[RECORDS PROVIDED]
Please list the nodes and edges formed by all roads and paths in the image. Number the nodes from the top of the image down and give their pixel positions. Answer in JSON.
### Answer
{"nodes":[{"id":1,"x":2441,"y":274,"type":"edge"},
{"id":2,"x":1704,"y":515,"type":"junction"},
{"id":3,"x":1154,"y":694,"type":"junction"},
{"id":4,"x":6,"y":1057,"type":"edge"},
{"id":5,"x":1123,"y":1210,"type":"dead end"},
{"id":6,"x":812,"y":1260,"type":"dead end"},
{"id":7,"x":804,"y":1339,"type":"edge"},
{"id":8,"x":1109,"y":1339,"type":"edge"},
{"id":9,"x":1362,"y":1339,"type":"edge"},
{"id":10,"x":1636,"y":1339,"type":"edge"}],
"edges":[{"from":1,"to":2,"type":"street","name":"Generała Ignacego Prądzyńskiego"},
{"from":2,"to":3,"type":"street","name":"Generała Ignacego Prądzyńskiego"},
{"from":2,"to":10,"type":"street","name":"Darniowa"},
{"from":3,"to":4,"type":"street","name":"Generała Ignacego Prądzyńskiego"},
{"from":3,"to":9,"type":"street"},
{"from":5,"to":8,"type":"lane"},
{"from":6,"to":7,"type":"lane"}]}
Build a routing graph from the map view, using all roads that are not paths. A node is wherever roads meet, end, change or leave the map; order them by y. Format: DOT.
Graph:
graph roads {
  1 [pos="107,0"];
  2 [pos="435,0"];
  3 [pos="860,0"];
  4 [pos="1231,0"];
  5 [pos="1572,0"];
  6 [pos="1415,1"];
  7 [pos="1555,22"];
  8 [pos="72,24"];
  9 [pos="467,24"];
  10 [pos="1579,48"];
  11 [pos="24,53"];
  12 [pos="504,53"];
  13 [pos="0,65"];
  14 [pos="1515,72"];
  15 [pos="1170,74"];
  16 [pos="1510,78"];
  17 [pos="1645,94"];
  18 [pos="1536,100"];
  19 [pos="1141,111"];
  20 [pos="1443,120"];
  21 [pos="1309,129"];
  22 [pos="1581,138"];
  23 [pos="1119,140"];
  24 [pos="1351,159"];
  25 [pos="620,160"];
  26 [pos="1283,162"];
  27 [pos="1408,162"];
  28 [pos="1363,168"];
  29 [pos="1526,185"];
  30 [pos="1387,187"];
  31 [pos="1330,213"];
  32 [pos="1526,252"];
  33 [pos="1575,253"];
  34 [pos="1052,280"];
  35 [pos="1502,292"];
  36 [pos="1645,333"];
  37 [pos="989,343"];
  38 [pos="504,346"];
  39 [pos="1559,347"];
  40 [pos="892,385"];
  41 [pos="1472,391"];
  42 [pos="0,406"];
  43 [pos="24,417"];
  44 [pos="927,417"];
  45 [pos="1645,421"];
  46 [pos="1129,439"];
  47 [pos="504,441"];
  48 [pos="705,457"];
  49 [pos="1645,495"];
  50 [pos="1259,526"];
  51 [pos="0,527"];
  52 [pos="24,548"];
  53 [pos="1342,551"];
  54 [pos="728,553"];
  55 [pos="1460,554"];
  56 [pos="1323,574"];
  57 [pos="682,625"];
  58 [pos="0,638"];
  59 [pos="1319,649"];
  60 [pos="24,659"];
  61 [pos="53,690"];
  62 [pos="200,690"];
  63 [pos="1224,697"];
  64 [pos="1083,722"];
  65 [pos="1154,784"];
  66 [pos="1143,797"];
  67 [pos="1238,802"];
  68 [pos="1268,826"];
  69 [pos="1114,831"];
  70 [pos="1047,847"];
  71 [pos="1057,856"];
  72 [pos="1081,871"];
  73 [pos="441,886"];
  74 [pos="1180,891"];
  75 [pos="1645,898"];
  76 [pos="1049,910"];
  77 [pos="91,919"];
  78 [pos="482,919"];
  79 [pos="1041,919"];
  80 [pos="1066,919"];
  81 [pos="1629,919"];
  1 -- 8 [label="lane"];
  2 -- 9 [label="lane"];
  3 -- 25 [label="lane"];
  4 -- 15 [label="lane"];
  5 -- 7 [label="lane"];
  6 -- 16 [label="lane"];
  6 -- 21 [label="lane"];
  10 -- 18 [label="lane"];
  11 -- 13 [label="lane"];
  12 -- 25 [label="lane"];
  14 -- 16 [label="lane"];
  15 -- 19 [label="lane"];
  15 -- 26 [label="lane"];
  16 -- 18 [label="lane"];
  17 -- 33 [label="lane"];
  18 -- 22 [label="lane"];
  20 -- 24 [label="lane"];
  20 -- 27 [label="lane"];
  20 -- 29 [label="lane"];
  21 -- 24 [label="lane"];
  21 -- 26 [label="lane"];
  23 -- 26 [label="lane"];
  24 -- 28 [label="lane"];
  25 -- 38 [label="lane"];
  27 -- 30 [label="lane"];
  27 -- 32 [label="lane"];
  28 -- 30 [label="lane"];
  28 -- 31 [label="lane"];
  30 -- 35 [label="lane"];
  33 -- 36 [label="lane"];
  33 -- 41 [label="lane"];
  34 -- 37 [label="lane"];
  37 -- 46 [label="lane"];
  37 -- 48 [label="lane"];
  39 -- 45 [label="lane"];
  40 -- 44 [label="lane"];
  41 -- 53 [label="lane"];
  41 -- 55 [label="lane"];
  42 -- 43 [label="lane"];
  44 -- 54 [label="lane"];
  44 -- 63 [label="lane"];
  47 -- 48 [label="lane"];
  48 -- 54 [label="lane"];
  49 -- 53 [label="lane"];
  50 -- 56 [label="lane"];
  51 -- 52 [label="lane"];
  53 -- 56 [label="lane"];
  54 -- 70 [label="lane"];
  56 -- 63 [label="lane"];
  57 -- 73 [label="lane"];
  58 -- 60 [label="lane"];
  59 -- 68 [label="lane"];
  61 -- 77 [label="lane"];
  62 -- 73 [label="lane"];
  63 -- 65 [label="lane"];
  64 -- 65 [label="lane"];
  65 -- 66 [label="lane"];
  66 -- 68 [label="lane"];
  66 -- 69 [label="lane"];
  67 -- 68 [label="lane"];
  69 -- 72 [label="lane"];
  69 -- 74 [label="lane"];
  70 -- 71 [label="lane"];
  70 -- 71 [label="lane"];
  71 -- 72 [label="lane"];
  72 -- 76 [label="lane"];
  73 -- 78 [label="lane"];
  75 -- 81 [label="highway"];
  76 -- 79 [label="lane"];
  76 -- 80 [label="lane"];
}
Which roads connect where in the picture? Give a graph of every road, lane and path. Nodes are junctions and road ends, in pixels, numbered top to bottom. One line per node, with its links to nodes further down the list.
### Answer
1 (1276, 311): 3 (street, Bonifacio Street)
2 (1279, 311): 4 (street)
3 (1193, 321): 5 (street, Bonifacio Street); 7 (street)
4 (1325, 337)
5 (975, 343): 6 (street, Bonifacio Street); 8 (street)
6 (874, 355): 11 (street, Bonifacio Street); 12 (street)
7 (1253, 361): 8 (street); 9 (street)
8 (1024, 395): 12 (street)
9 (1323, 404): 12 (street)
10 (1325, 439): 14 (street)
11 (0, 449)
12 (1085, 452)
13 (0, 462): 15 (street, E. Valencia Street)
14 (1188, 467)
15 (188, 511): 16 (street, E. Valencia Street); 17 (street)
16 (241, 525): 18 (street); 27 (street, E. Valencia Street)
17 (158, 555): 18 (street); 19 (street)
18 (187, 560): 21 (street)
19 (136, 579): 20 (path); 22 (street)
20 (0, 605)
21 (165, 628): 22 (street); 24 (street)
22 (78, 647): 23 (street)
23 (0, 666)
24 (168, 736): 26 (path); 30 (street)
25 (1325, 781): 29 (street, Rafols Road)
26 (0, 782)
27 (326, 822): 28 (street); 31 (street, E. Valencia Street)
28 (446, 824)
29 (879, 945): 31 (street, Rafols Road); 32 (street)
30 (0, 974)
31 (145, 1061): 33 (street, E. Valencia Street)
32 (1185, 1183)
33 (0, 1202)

[ABOUT THIS TASK] Copy every line in the listing above where the string "from" turns up.

[RESPONSE]
Please list the nodes and edges formed by all roads and paths in the image. Number the nodes from the top of the image down and give their pixel positions. Answer in JSON.
"edges":[{"from":1,"to":2,"type":"street","name":"Generała Ignacego Prądzyńskiego"},
{"from":2,"to":3,"type":"street","name":"Generała Ignacego Prądzyńskiego"},
{"from":2,"to":10,"type":"street","name":"Darniowa"},
{"from":3,"to":4,"type":"street","name":"Generała Ignacego Prądzyńskiego"},
{"from":3,"to":9,"type":"street"},
{"from":5,"to":8,"type":"lane"},
{"from":6,"to":7,"type":"lane"}]}
Build a routing graph from the map view, using all roads that are not paths. A node is wherever roads meet, end, change or leave the map; order them by y. Format: DOT.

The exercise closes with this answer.